Photo: Blaine Davis Photography

The other day, another automotive ‘professional’ said to me, “I worry we’re all going to be driving automonous cars in the future and that’ll be the end of cars as we know them (frowny face).”  And, right on cue,  I lost it.

I went on a rampage on how in modern times, new drivers have entered the automotive space and that has made it much more exciting and how future developments will create new interpretations of what driving/car culture/roadside self-expression really means and it is a future that could be even cooler than what we’ve got today!  She gave me the obligatory and familiar “Ok-You-Crazy-Bitch” nod and walked away.

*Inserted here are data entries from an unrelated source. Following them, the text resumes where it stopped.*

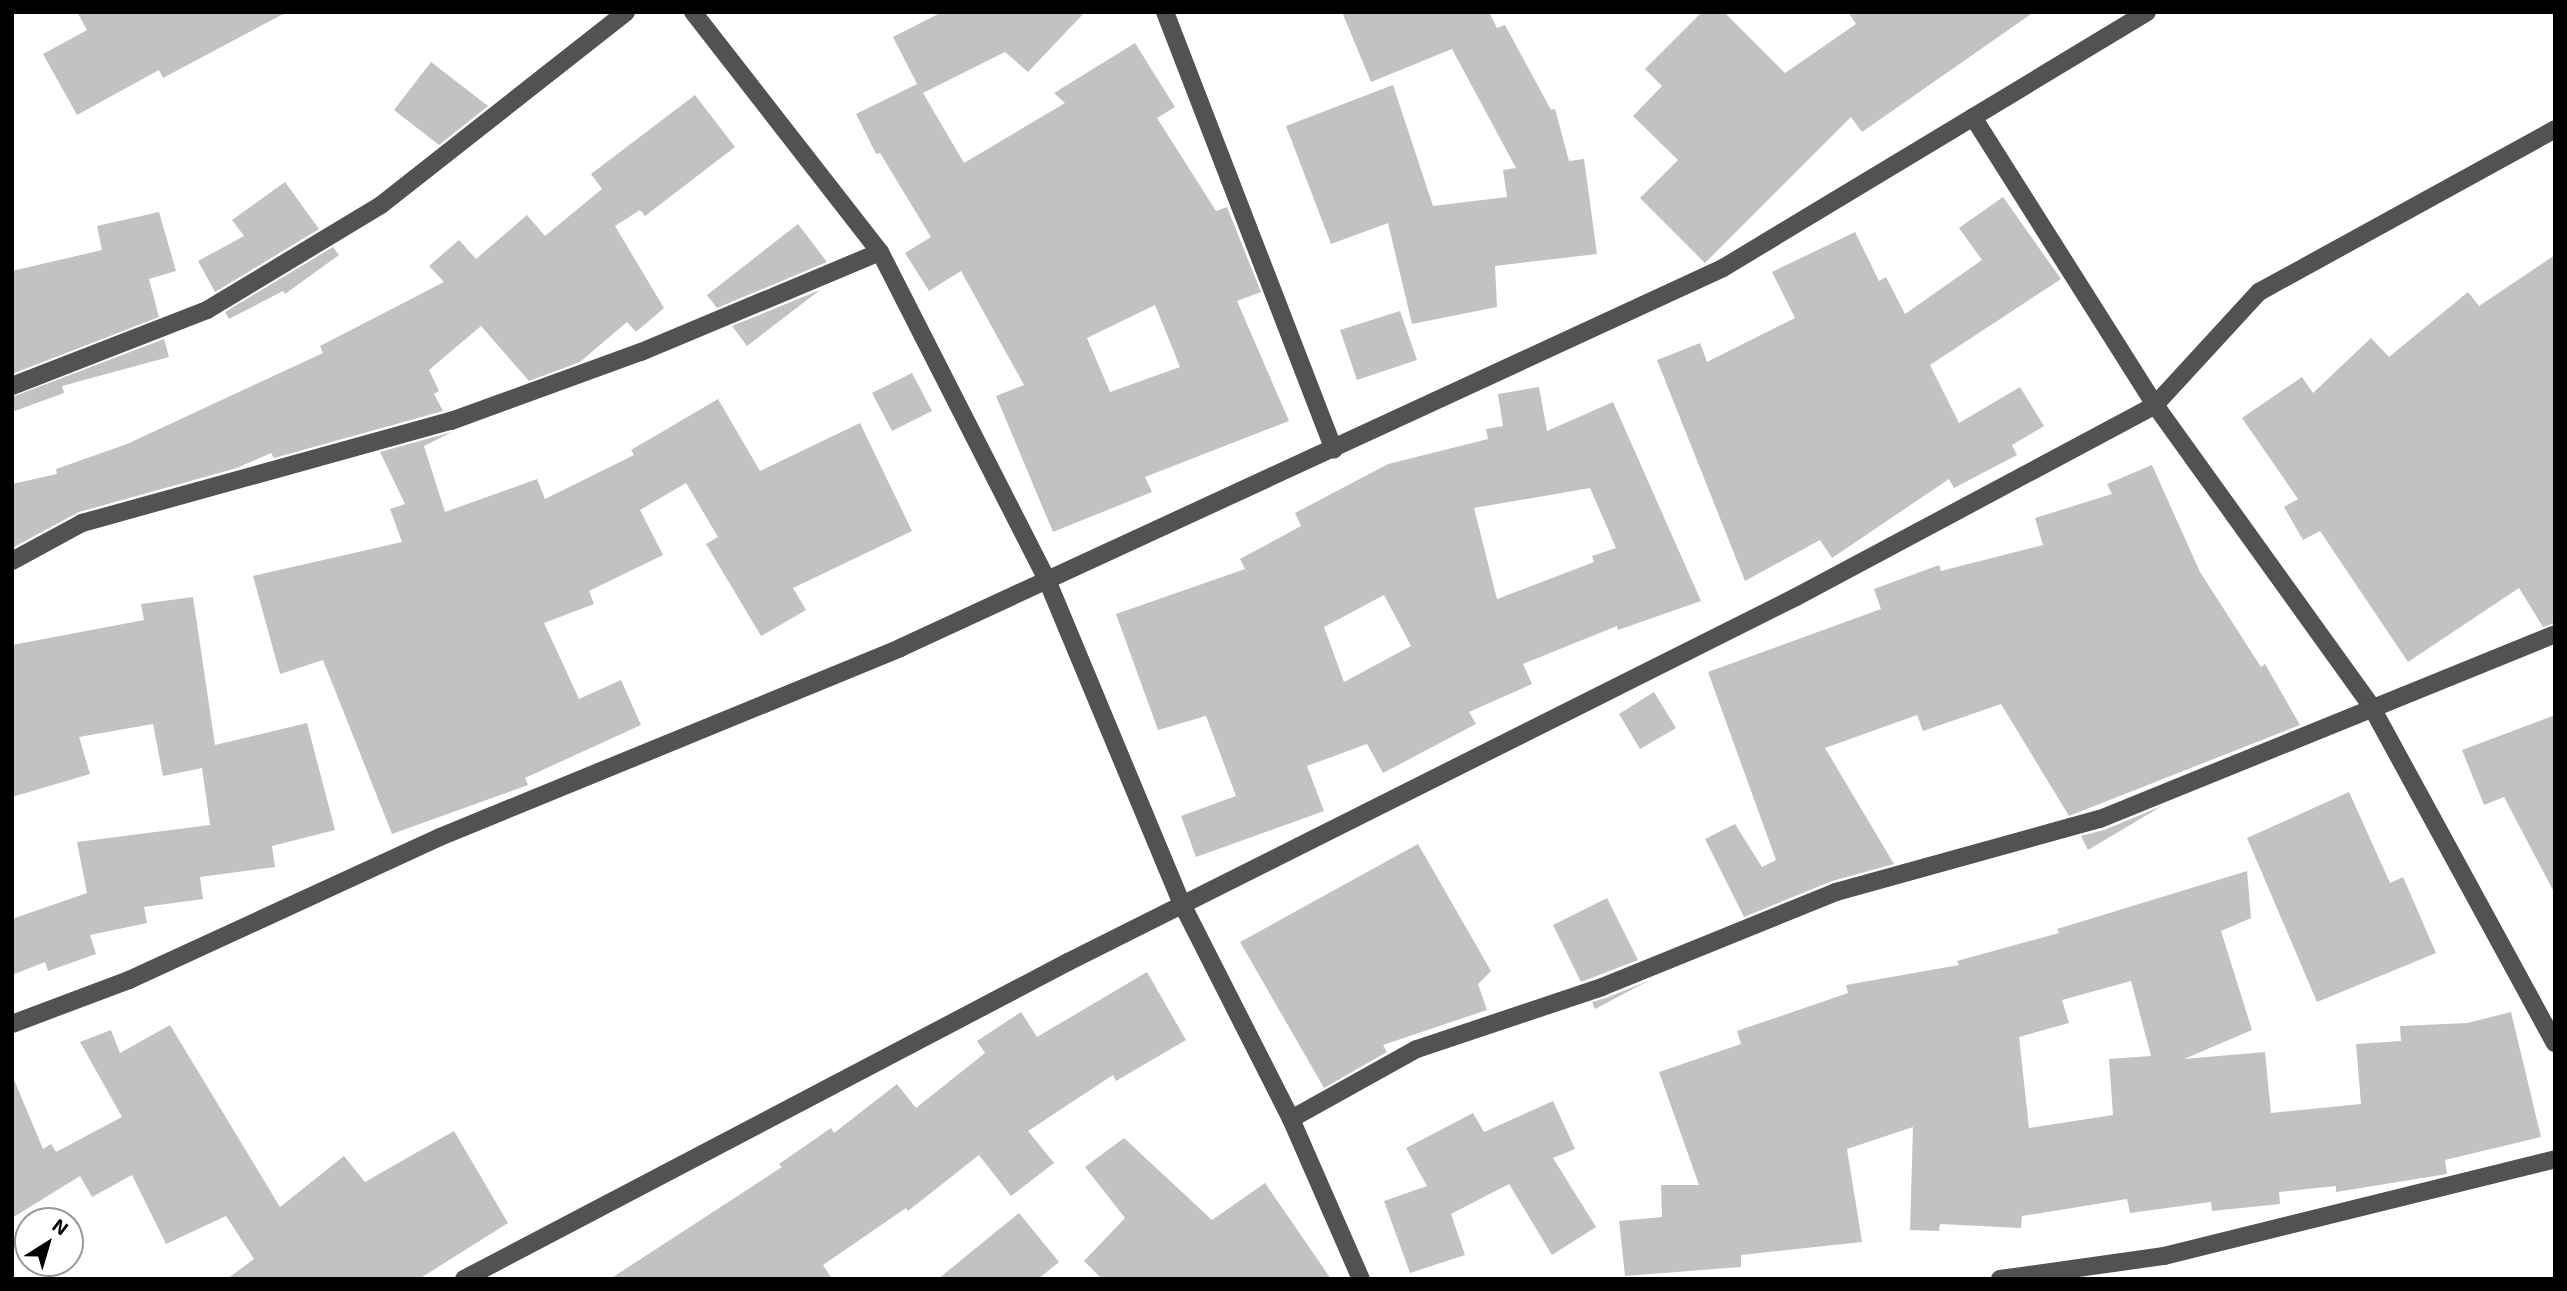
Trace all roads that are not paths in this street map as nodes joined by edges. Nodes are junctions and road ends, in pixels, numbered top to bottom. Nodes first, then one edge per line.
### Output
1 (626, 12) edge
2 (693, 12) edge
3 (1165, 12) edge
4 (2147, 12) edge
5 (1973, 117) junction
6 (2555, 129) edge
7 (880, 252) junction
8 (12, 386) edge
9 (2155, 405) junction
10 (1334, 449) junction
11 (12, 561) edge
12 (1047, 580) junction
13 (2555, 634) edge
14 (2371, 706) junction
15 (1183, 906) junction
16 (12, 1024) edge
17 (2555, 1043) edge
18 (1291, 1118) junction
19 (2555, 1160) edge
20 (464, 1279) edge
21 (1361, 1279) edge
22 (2000, 1279) edge

1 - 8 street
2 - 7 street
3 - 10 street
4 - 5 street
5 - 9 street
5 - 10 street
6 - 9 street
7 - 11 street
7 - 12 street
9 - 14 street
9 - 15 street
10 - 12 street
12 - 15 street
12 - 16 street
13 - 14 street
14 - 17 street
14 - 18 street
15 - 18 street
15 - 20 street
18 - 21 street
19 - 22 street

The fact is, when technology & transportation meet, it’s exciting.  It can mean a faster acceleration, better brakes or even a car that’s so smart that your life is never in danger  (see Volvo’s 2020 pledge). And it can improve people’s lives when they’re not in cars, just ask the guy in the dynamic electric wheelchair or the vet with a badass prosthetic limb.  Thus, I was delighted and enthralled when I got to learn more from mobility thought-leaders on my recent trip to NY.

These guys (yes, they were all men, but don’t hold that against them) were all brought in to speak on Connected Mobility by Messe Frankfurt and it was, in a word or two, mind blowing.  Now (full disclosure) this was a breakfast event and wasn’t even caffeinated so whatever enthusiasm you detect, remember this is pre-latte, so the reality was much more intense.

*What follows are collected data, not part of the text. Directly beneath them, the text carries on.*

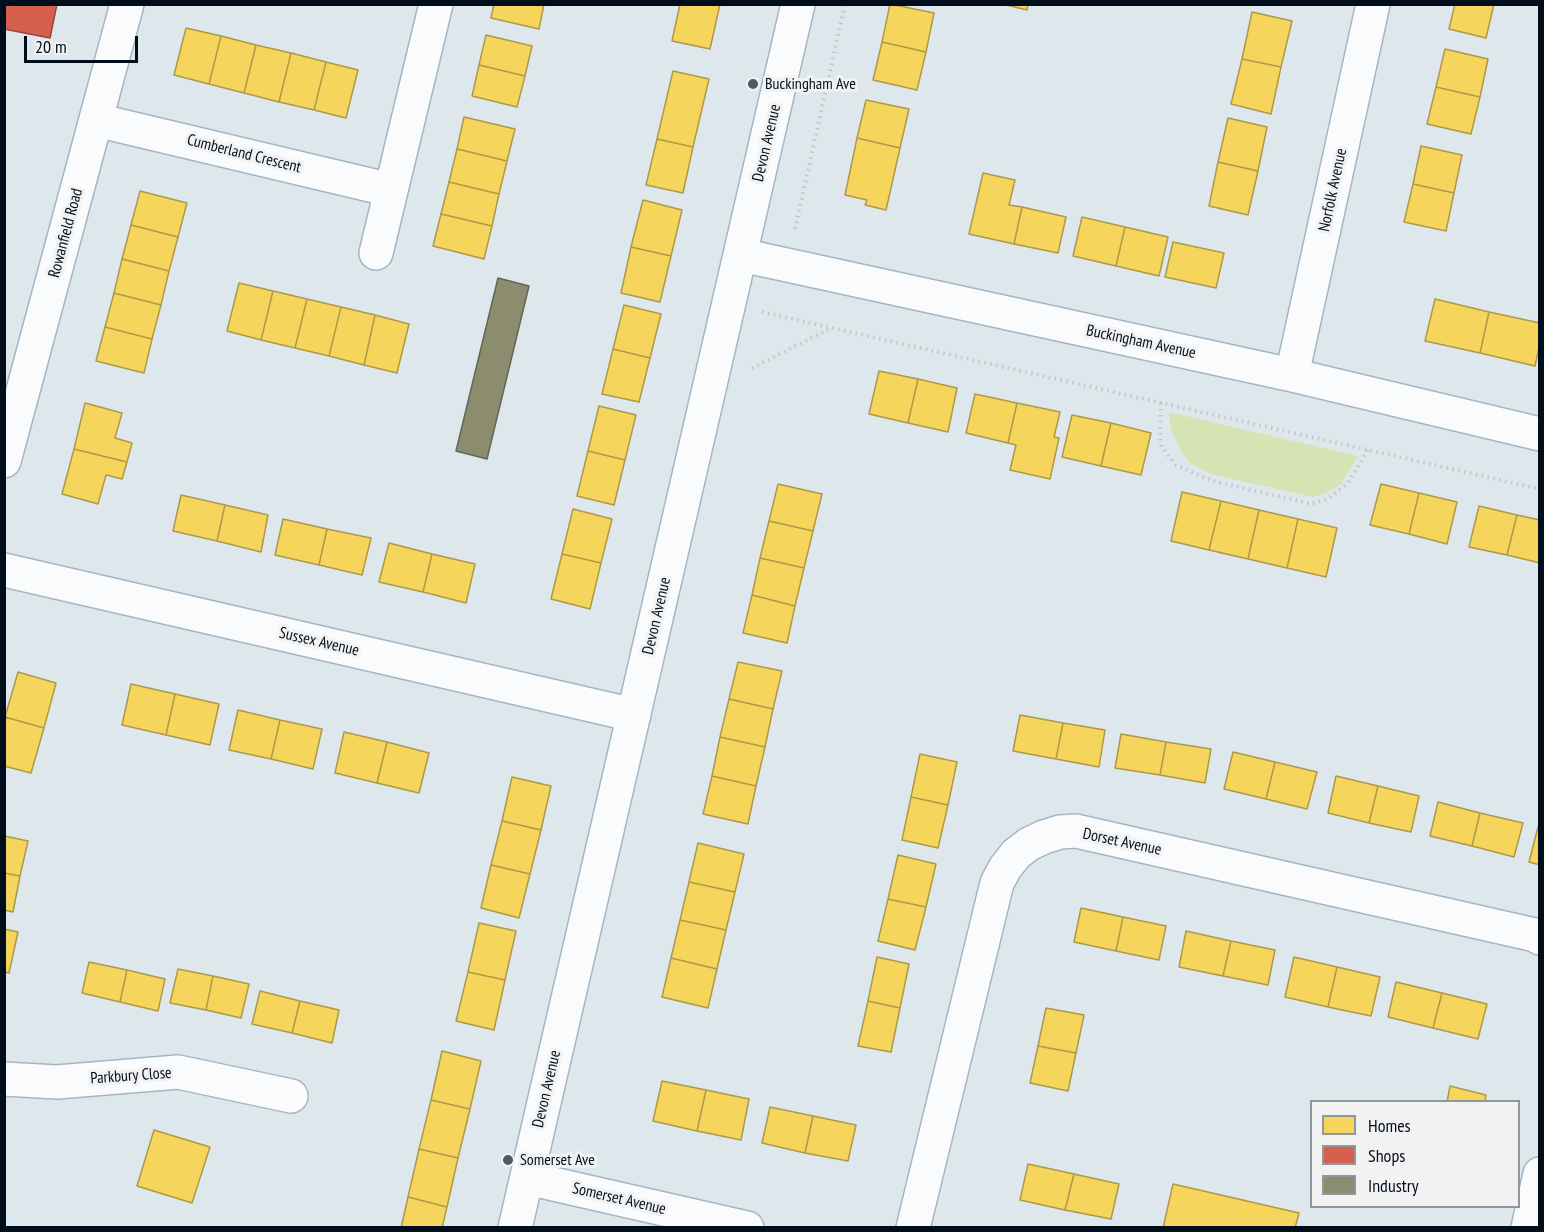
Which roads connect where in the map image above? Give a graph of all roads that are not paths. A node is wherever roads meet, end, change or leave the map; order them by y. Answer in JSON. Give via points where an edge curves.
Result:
{"nodes":[{"id":1,"x":127,"y":4,"type":"edge"},
{"id":2,"x":436,"y":4,"type":"edge"},
{"id":3,"x":798,"y":4,"type":"edge"},
{"id":4,"x":1373,"y":4,"type":"edge"},
{"id":5,"x":96,"y":120,"type":"junction"},
{"id":6,"x":391,"y":190,"type":"junction"},
{"id":7,"x":376,"y":253,"type":"dead end"},
{"id":8,"x":741,"y":255,"type":"junction"},
{"id":9,"x":16,"y":370,"type":"edge"},
{"id":10,"x":1292,"y":375,"type":"junction"},
{"id":11,"x":1539,"y":434,"type":"edge"},
{"id":12,"x":4,"y":461,"type":"edge"},
{"id":13,"x":4,"y":570,"type":"edge"},
{"id":14,"x":634,"y":715,"type":"junction"},
{"id":15,"x":1539,"y":938,"type":"edge"},
{"id":16,"x":4,"y":1078,"type":"edge"},
{"id":17,"x":291,"y":1096,"type":"dead end"},
{"id":18,"x":1539,"y":1174,"type":"edge"},
{"id":19,"x":527,"y":1178,"type":"junction"},
{"id":20,"x":515,"y":1227,"type":"edge"},
{"id":21,"x":747,"y":1227,"type":"edge"},
{"id":22,"x":914,"y":1227,"type":"edge"},
{"id":23,"x":1528,"y":1227,"type":"edge"}],
"edges":[{"from":1,"to":5,"type":"street","name":"Rowanfield Road"},
{"from":2,"to":6,"type":"street"},
{"from":3,"to":8,"type":"street","name":"Devon Avenue"},
{"from":4,"to":10,"type":"street","name":"Norfolk Avenue"},
{"from":5,"to":6,"type":"street","name":"Cumberland Crescent"},
{"from":5,"to":9,"type":"street","name":"Rowanfield Road"},
{"from":6,"to":7,"type":"street"},
{"from":8,"to":10,"type":"street","name":"Buckingham Avenue"},
{"from":8,"to":14,"type":"street","name":"Devon Avenue"},
{"from":9,"to":12,"type":"street","name":"Rowanfield Road"},
{"from":10,"to":11,"type":"street","name":"Buckingham Avenue"},
{"from":13,"to":14,"type":"street","name":"Sussex Avenue"},
{"from":14,"to":19,"type":"street","name":"Devon Avenue"},
{"from":15,"to":22,"type":"street","name":"Dorset Avenue","via":[[1076,831],[1044,837],[1016,854],[997,883]]},
{"from":16,"to":17,"type":"street","name":"Parkbury Close","via":[[57,1082],[178,1072]]},
{"from":18,"to":23,"type":"street"},
{"from":19,"to":20,"type":"street","name":"Devon Avenue"},
{"from":19,"to":21,"type":"street","name":"Somerset Avenue"}]}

Photo: Blaine Davis Photography

Photo: Blaine Davis Photography

Let’s start with the tears.  See the guy in the group shot with the glasses? His name is Guy Fraker, he’s the Chief Learning Officer for AutonomouStuff.  His talk was really insightful, full of cool charts & graphs about how autonomous transportation is already disrupting things like unions and the insurance industry. He’s a smart, passionate dude, who revealed elements of connected mobility that were entirely new to me. Then he told us about conversation he had with his kid and that’s when it got incredibly real:

Guy: “Son, what do you think about Autonomous Cars?”

His kid: “They’re great, Dad. I can’t wait.  I’ll finally get my own car!”

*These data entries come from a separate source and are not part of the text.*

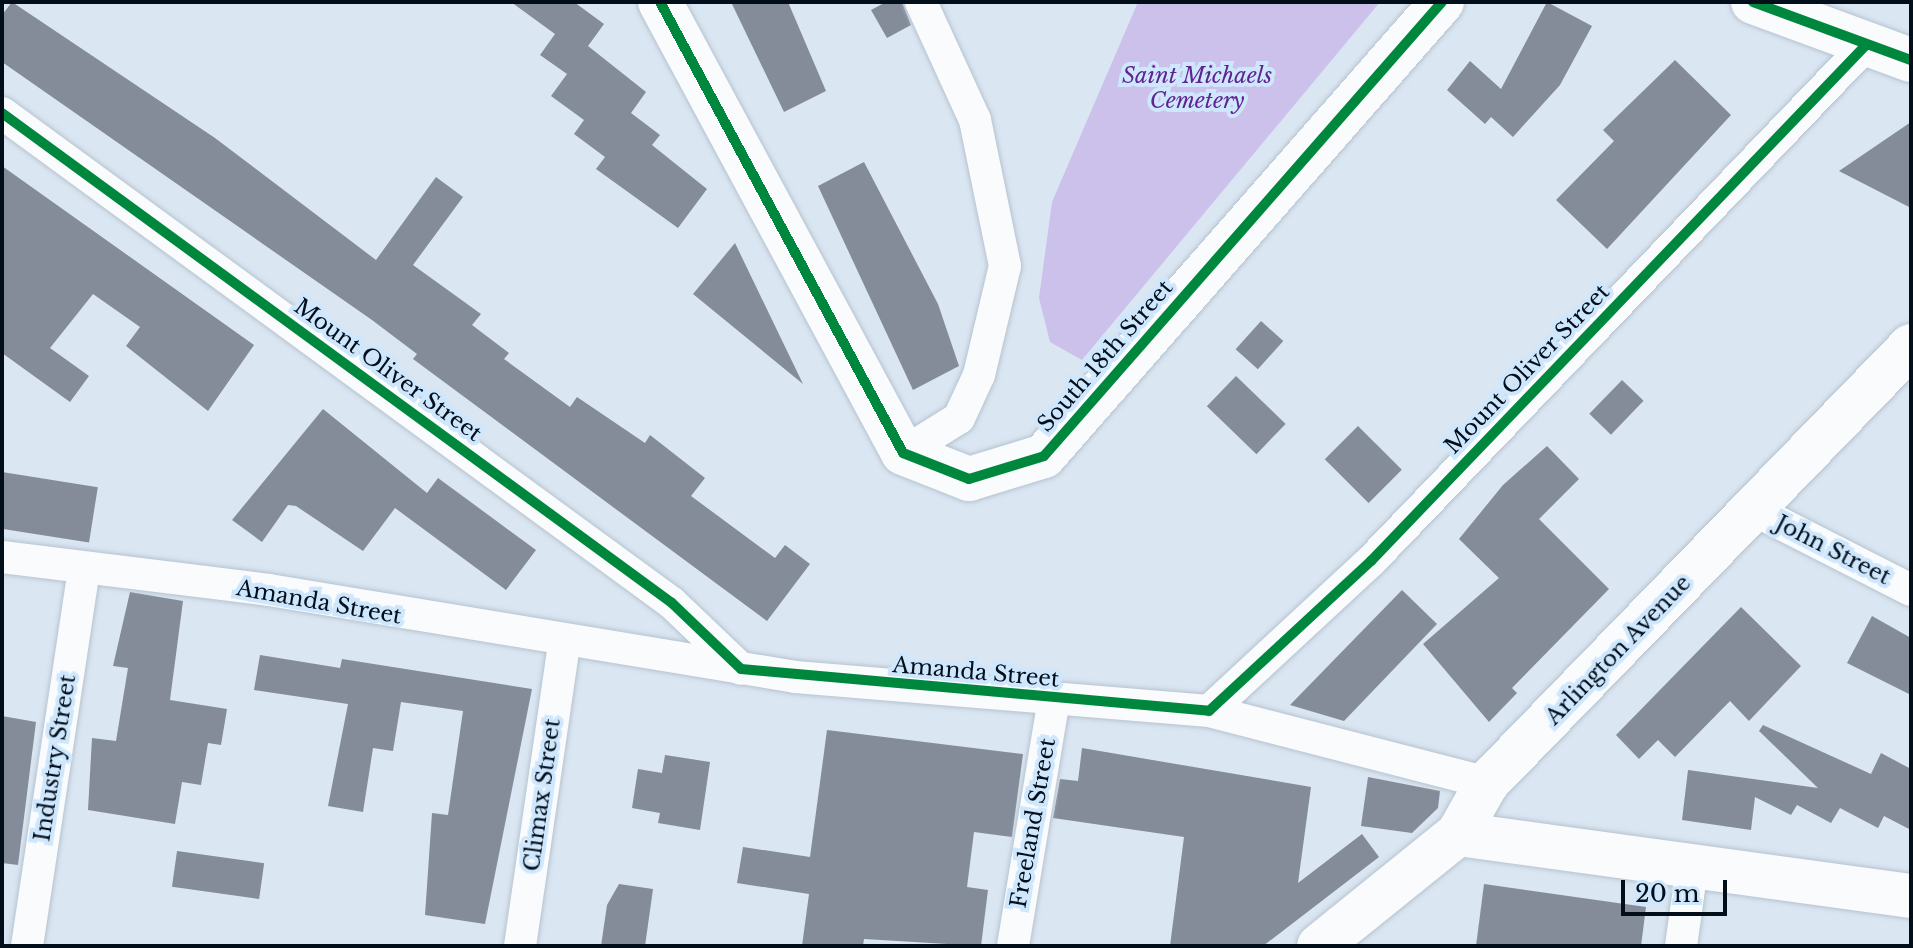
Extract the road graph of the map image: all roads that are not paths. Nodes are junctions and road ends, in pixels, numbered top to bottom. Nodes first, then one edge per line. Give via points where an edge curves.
1 (660, 2) edge
2 (921, 2) edge
3 (1442, 2) edge
4 (1753, 2) edge
5 (1866, 45) junction
6 (1911, 60) edge
7 (2, 113) edge
8 (1911, 346) edge
9 (903, 453) junction
10 (1754, 510) junction
11 (2, 557) edge
12 (84, 570) junction
13 (1911, 590) edge
14 (564, 643) junction
15 (741, 669) junction
16 (1054, 699) junction
17 (1209, 711) junction
18 (1487, 783) junction
19 (1458, 834) junction
20 (1692, 868) junction
21 (1911, 896) edge
22 (27, 946) edge
23 (520, 946) edge
24 (1013, 946) edge
25 (1319, 946) edge
26 (1681, 946) edge

1 - 9 main road
2 - 9 street via 975,120 1005,266 979,375 959,418
3 - 9 main road, South 18th Street via 1044,456 969,479
4 - 5 main road
5 - 6 main road
5 - 17 street, Mount Oliver Street via 1371,561
7 - 15 street, Mount Oliver Street via 672,603
8 - 10 main road, Arlington Avenue
10 - 13 street, John Street
10 - 18 main road, Arlington Avenue
11 - 12 street, Amanda Street
12 - 14 street, Amanda Street via 269,590
12 - 22 street, Industry Street
14 - 15 street, Amanda Street
14 - 23 street, Climax Street
15 - 16 street, Amanda Street
16 - 17 street, Amanda Street
16 - 24 street, Freeland Street
17 - 18 street, Amanda Street
18 - 19 main road, Arlington Avenue
19 - 20 main road
19 - 25 main road, Arlington Avenue
20 - 21 main road
20 - 26 street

Then Guy tell us: “You have to understand, my son is autistic.”

Wow. I dunno about you, but it hadn’t even occured to me that autonomous cars will allow  the elderly, the handicapped, the otherwise incapable (yes, even you Drunk Uncle) access to safe, reliable transportation. If you don’t think THAT’s progress, you’ve got a screw loose.

Photo: Blaine Davis Photography

Photo: Blaine Davis Photography

Next up was RideScout CEO Joseph Kopser who proposed an idea of a “mobility plan” that would be like a cellular plan.  RideScout looks at all different modes of transportation in one place. So if you’re in NY– it’ll show the subway, bus, and taxi times all woven together with real-time ETAs & price tags. How many times could I have used THAT in my life?

Lastly, the CTO of Dash showed how their app uses big data to improve the way traffic patterns are managed, drivers drive and cars to be more efficient.  This could make our roads safer, greener and less expensive.  Sounds good to me.

People debating the connected mobility game. Photo: Blaine Davis Photography

People debating the connected mobility game.
Photo: Blaine Davis Photography

The bottom line is that better cars alone aren’t the answer to our environmental, financial and societal problems.  We need more creative transportation solutions, like the stuff these guys are exploring. And that gets me revved up!  As much as I love driving, I do spent a phenomenal amount of time playing under-paid, under-appreciated, border-line abused chauffeur to my children.  I’d much rather hire a self-driving taxi.  Or, maybe in a few years, having my kids figure out their own way home using a smart app. Does that mean I don’t love my kids? Hell no. Does that mean I don’t love cars? Don’t be ridiculous. What does that mean for car culture? I can’t wait to find out!

 

1 Response

  1. Richard Cramer says:

    Change and the future are always scary propositions. I can’t wait.